CVS Meets Q4 Expectations

For the fourth quarter ended December 31, 2015, CVS Health Corp. posted company income from continuing operations of $1.5 billion, or $1.34 per diluted share, versus $1.32 billion, or $1.14, in the year-prior period. Adjusted earnings per share for the quarter was $1.53 versus $1.21 in the period a year earlier.

Adjusted earnings per share matched a Zacks Investment Research analyst average estimate.

Operating profit in the retail/long-term care segment grew 19.8%, excluding integration costs of $52 million related to the Omnicare acquisition.

Comparable store sales in the retail/LTC segment increased 3.5% versus the prior-year period, with pharmacy comps up 5% and front store comps, including general merchandise such as home goods, down 0.5%. Softer customer traffic, partially offset by an increase in basket size, hurt front-end comps.

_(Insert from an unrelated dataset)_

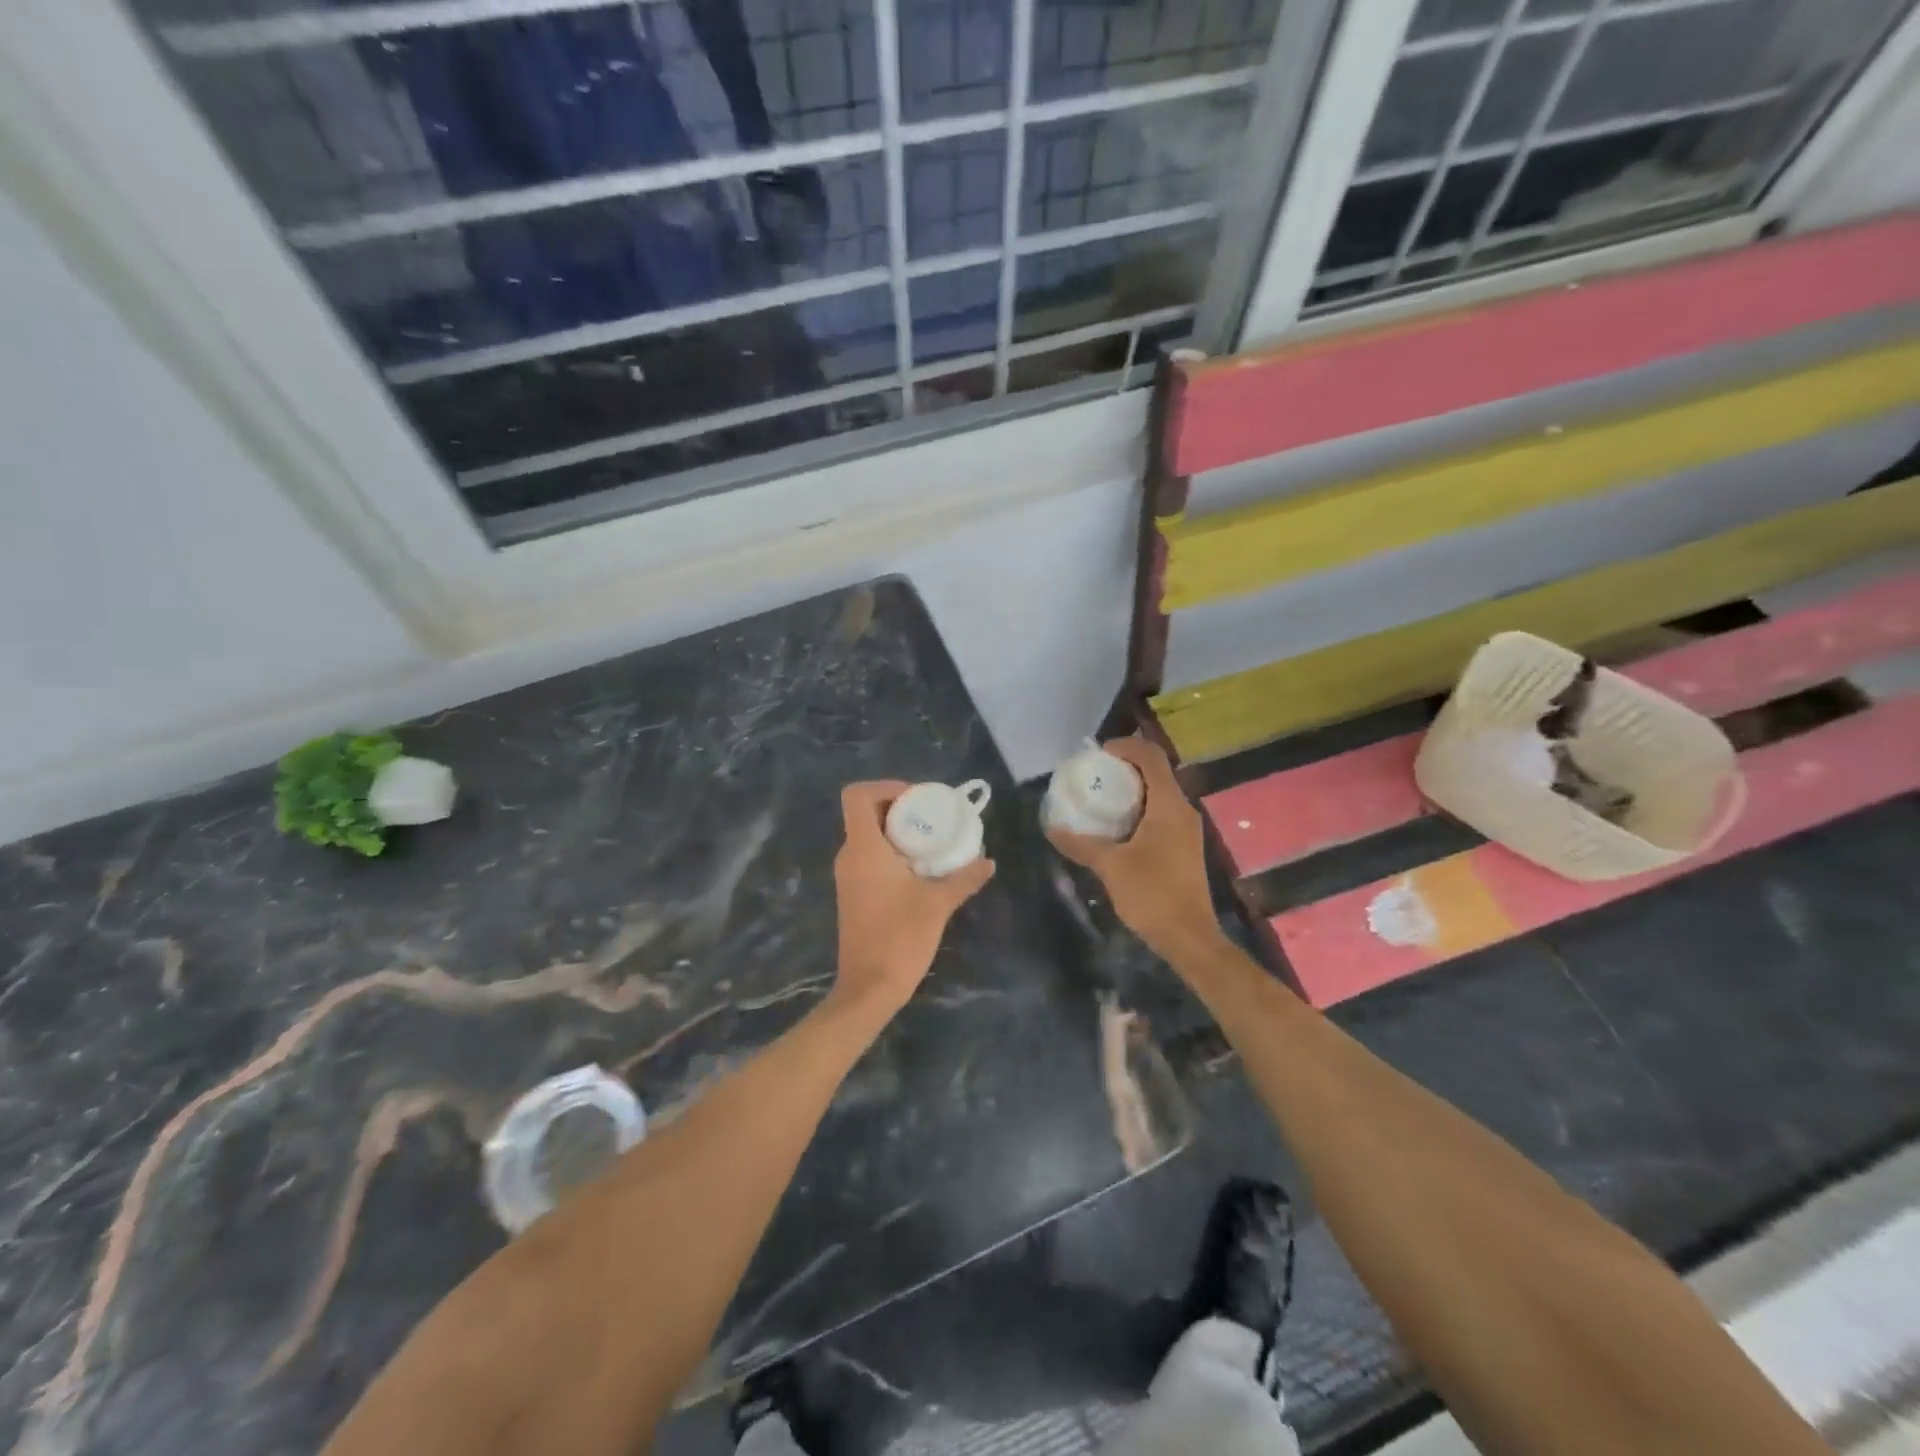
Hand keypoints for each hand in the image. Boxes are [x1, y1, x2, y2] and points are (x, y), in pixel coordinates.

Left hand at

Revenues in the retail/LTC segment increased 12.5% to $19.9 billion in the quarter year over year, CVS stated. About half the revenue increase was driven by the addition of long-term care operations acquired as part of the company’s Omnicare purchase. Company net revenues in the fourth quarter increased 11% to $41.1 billion versus the period a year prior, the company maintained.

For the full fiscal year, income from continuing operations was $5.23 billion, or $4.63 per diluted share, versus $4.65 billion, or $3.96 per diluted share, in the 2014 period. Full-year operating profit in the retail/LTC segment grew 6.4% versus fiscal 2014, excluding acquisition-related integration costs of $64 million, according to CVS.

Comps advanced 1.7% year over year, with pharmacy comps up 4.5% and front store comps down 5%, CVS noted. Front-end comps suffered an estimated 520 basis point decline due to the CVS initiative ending tobacco sales, the company added. The estimate includes direct revenue and associated basket sales.

Total net revenues in the retail/LTC segment gained 6.2% to $72 billion, CVS said. Total company net revenues increased 10% to $153.3 billion versus the 2014 fiscal year.

Larry Merlo, CVS president and CEO, said, “We enjoyed a successful year in 2015, highlighted by excellent performance across our enterprise and two key acquisitions that support our strategy for growth. We grew our core business with the acquisition of Target’s pharmacies and clinics and expanded our reach with the acquisition of Omnicare, the leader in long-term care pharmacy. At the same time, we achieved solid year-over-year growth in revenues, operating profit and earnings per share. We also generated $6.4 billion in free cash flow for the full-year, exceeding our expectations. Through dividends and share repurchases, we returned more than $6 billion to our shareholders in 2015. As expected, growth in the fourth quarter was especially strong, with revenues increasing 11% and adjusted EPS increasing 26.5%, right in line with our guidance.”

The company operates 9,655 retail stores, including pharmacies in Target stores, in 49 states, the District of Columbia, Puerto Rico and Brazil.